§ Task item: Whenever a line below holds the word "that", count it once; report the total and nothing else.

§ Data listing:
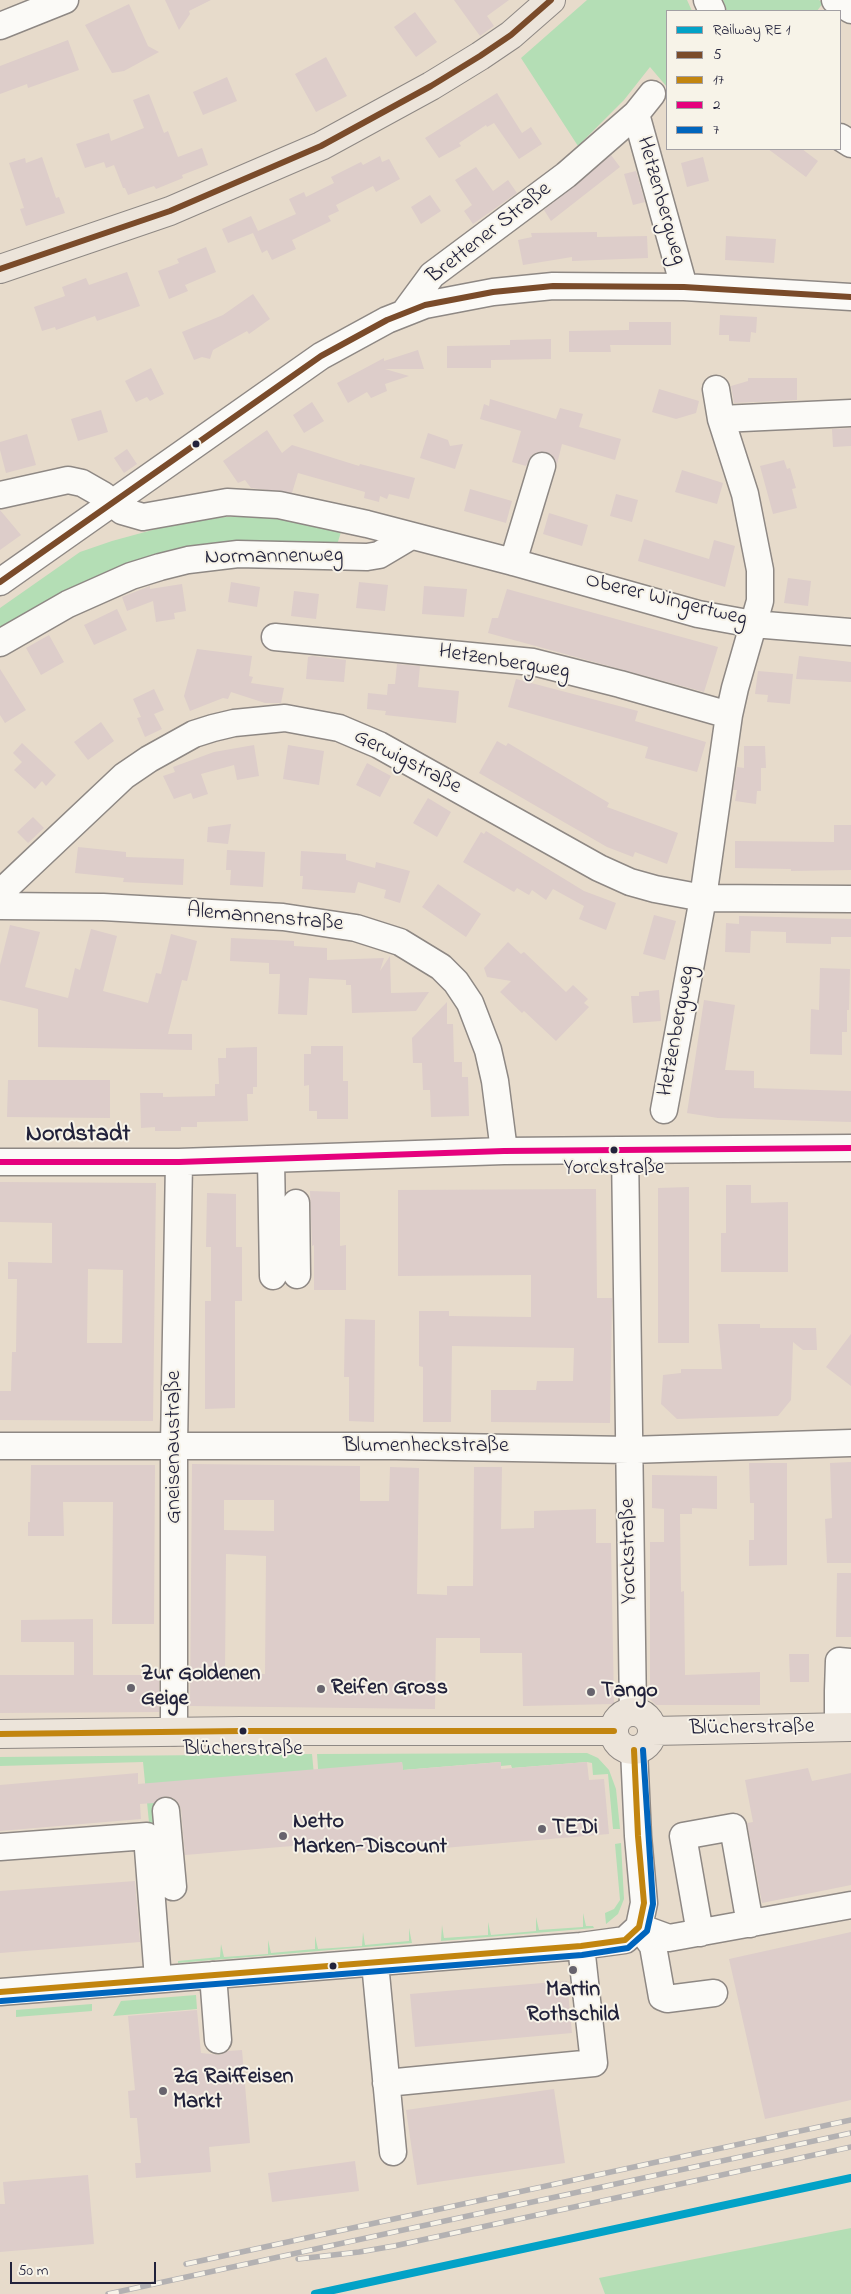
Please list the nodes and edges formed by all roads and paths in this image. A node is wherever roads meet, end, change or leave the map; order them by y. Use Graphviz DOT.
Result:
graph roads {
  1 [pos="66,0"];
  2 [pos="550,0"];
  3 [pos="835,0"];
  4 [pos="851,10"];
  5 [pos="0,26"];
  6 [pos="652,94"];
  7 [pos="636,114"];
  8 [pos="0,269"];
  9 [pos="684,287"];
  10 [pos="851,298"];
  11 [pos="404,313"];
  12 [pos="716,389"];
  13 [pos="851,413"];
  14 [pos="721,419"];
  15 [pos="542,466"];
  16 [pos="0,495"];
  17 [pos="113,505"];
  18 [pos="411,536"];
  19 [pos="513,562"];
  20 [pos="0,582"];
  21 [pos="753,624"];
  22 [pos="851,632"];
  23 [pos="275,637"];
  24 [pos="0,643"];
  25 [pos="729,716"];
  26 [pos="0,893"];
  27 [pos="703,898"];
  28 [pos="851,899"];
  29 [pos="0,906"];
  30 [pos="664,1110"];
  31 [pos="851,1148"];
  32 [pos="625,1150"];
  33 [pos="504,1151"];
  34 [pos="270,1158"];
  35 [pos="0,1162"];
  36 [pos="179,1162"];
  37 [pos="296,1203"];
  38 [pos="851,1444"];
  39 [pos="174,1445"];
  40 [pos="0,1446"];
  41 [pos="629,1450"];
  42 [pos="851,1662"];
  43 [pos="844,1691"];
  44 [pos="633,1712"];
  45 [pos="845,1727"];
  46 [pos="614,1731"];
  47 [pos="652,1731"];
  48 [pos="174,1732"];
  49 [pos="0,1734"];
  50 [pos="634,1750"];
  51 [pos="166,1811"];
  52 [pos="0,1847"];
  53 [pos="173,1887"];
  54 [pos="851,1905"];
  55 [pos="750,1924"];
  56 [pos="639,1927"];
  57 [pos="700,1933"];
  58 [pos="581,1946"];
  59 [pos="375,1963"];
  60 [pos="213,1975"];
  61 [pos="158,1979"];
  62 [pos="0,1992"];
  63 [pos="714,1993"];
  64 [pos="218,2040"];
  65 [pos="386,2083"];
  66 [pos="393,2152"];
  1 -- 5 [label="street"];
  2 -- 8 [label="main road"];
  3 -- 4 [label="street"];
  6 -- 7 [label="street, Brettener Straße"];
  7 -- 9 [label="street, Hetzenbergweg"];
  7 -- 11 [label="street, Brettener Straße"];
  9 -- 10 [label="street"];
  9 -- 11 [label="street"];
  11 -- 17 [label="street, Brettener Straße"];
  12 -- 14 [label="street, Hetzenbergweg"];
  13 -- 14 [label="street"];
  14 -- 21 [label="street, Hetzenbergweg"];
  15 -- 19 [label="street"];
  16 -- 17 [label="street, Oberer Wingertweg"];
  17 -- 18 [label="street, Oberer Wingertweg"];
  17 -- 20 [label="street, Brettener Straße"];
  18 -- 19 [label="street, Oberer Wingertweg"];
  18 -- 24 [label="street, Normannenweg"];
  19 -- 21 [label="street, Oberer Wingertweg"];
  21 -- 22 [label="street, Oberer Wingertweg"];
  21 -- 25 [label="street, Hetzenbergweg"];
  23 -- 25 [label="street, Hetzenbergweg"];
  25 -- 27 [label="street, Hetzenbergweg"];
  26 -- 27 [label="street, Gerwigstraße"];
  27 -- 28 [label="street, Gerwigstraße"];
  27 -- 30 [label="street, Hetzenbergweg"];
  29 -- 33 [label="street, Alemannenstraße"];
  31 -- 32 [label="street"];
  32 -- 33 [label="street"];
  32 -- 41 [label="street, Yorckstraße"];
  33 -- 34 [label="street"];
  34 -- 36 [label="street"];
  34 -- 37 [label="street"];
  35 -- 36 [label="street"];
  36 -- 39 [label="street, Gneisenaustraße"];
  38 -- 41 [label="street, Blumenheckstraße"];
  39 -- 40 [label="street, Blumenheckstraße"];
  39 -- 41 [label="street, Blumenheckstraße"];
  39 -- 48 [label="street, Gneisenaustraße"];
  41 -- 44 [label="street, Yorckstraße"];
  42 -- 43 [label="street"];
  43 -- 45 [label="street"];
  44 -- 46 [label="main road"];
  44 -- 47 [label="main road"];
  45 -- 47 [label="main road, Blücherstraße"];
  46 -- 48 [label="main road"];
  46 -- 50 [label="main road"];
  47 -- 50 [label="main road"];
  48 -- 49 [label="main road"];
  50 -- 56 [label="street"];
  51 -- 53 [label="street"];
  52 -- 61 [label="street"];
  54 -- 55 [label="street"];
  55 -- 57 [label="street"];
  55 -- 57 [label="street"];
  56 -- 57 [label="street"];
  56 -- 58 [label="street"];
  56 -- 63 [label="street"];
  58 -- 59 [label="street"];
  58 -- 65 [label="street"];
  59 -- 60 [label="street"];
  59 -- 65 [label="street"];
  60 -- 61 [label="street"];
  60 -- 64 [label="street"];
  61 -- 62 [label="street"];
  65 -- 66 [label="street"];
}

--

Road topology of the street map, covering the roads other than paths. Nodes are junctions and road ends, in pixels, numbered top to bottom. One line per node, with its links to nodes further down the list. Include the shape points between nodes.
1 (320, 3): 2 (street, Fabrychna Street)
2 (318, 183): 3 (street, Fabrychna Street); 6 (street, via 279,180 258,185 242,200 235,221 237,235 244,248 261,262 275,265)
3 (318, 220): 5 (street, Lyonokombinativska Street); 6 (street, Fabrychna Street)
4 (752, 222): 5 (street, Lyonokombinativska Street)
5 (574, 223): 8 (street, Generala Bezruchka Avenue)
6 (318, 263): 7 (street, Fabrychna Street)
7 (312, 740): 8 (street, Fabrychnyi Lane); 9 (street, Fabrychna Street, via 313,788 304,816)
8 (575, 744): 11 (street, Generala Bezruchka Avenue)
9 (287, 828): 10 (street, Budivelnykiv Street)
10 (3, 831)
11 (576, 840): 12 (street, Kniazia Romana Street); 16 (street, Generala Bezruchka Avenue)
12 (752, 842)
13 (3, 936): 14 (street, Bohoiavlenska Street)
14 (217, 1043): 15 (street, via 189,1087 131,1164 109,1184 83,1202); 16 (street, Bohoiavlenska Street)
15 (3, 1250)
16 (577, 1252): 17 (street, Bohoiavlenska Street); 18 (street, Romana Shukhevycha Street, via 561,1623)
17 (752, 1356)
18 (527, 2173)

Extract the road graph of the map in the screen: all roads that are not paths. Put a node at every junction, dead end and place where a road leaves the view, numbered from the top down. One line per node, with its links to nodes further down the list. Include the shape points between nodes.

---

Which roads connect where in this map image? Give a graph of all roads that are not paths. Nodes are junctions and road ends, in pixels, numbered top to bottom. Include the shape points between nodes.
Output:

§ Written solution: 2